Downregulation of KCNQ1OT1 represses chemo-resistance of tongue cancer cells.

a,b CAL27-res/CAL27 cells (a) and SCC9-res/SCC9 cells (b) transfected with KCNQ1OT1 siRNAs or control siRNA were treated with different concentration of cisplatin for 24 h and the cell survival rate was analyzed by MTS assay. c,d The CAL27 (c) and SCC9 (d) cells transfected with control or KCNQ1OT1 siRNAs were treated with 4 μM cisplatin (for CAL27 cells) or 8 μM cisplatin(for SCC9 cells) for 24 h. The percentage of apoptotic cells was analyzed by flow cytometer. e,f KCNQ1OT1-depleted CAL27 (e) and SCC9 (f) cells were treated with either DMSO or 4 μM cisplatin(for CAL27 cells) and 8 μM cisplatin(for SCC9 cells) for 24 h, and the expression of cleaved PARP and cleaved caspase-3, -7, and -9 were detected by Western blot analysis

Furthermore, we ectopically expressed KCNQ1OT1 expression using a newly-developed technologies “CRISPR Activation” (CRISPRa) for its higher stability and lower off-target effect[14,15]. We used designed sgRNAs (sgRNA1~3) targeting the dCas9-VP64 protein to the promoter regions of KCNQ1OT1. CAL27 and SCC9 cells tranfected with The expression of these sgRNAs induced various significant increases in The expression levels of KCNQ1OT1 significantly increased in CAL27 and SCC9 cells tranfected with plasmids containing these sgRNAs and the sgRNA-3 transfection induced the strongest activation of KCNQ1OT1 expression (Supplementary Fig. 3a). Meawhile, the sgRNA-3 activation on KCNQ1OT1 promoter significantly promoted cell growth in CAL27 and SCC9l cells detected by MTS assays, colony formation and EdU assays (Supplementary Fig. 3b-d).

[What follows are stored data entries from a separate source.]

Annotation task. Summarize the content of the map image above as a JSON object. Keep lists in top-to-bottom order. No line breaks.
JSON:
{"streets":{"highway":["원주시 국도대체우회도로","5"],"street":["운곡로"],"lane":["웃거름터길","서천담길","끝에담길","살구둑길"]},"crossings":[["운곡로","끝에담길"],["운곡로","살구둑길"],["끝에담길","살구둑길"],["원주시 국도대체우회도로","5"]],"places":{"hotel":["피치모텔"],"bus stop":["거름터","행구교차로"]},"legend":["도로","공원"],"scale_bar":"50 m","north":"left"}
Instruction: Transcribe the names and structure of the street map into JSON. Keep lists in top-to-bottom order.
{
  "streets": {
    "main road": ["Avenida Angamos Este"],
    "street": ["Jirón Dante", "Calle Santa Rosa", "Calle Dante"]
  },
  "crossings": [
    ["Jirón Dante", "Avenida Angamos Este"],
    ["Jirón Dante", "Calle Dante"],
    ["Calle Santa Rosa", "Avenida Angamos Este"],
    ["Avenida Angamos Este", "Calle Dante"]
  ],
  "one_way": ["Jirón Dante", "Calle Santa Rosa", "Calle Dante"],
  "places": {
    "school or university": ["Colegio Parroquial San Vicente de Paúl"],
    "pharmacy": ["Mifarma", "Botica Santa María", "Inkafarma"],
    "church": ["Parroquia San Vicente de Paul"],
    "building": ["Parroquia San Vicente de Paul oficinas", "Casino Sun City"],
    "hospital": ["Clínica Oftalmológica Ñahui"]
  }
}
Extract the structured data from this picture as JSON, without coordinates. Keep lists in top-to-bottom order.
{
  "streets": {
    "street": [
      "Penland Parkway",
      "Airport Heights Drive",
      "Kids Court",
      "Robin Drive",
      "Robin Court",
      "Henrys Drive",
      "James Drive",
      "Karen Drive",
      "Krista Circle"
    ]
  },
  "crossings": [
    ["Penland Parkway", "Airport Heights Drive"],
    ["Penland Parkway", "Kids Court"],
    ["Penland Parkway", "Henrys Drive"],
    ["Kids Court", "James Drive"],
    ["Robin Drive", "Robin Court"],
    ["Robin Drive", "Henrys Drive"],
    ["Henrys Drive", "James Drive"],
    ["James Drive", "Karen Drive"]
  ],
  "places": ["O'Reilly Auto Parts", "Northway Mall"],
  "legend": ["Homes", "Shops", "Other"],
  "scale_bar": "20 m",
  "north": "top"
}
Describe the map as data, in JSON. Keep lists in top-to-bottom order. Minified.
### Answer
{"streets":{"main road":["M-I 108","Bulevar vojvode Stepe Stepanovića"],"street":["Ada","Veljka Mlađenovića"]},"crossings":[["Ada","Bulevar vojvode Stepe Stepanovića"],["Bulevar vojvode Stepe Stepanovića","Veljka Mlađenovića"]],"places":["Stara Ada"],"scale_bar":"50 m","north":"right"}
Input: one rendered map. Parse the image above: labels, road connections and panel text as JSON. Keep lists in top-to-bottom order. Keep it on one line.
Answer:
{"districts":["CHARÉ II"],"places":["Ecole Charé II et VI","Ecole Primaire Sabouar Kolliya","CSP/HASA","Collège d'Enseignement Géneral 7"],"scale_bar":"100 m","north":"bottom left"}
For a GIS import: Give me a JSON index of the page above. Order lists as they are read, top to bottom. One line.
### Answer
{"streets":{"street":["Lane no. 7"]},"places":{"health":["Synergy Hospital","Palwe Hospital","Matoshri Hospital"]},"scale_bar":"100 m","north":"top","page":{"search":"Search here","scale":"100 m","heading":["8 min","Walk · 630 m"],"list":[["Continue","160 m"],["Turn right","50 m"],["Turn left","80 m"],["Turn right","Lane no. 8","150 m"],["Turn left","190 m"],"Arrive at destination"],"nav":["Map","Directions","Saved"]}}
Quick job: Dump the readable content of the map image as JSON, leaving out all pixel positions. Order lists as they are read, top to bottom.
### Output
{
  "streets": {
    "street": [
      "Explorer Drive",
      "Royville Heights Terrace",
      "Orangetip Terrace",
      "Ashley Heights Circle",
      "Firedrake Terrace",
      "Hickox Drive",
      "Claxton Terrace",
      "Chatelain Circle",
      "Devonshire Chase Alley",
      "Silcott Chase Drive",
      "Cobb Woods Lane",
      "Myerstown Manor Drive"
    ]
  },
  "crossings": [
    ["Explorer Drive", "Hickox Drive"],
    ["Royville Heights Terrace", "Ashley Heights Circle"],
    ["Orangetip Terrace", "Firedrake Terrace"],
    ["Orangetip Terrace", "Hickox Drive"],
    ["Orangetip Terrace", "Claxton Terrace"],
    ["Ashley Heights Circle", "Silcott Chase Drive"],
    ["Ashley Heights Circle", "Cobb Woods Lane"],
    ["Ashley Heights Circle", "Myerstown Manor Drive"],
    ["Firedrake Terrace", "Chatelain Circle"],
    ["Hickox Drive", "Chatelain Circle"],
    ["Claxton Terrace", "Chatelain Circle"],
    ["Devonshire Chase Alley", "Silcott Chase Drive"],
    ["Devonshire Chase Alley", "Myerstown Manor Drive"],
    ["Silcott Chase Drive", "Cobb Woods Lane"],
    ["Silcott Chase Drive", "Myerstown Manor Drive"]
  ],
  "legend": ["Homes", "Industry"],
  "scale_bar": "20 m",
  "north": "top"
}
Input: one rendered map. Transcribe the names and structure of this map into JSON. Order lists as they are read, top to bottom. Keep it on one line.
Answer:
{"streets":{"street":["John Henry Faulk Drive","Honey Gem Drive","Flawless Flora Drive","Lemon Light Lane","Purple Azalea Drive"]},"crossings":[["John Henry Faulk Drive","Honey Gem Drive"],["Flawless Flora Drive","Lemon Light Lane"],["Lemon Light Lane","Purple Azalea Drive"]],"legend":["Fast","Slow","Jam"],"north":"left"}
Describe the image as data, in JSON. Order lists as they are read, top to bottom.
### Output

In addition, KCNQ1OT1 overexpression in CAL27 and SCC9 cells remarkably restored their sensitivities to cisplatin. The numbers of apoptotic cells were decreased, and more tongue cancer cell were suvived under cisplatin pressure due to the KCNQ1OT1 upregulation (Supplementary Fig. 3e,f). Collectively, these data indicated that long noncoding RNA KCNQ1OT1 could promote cell proliferation and enhance the chemo-resistance in TSCC cells.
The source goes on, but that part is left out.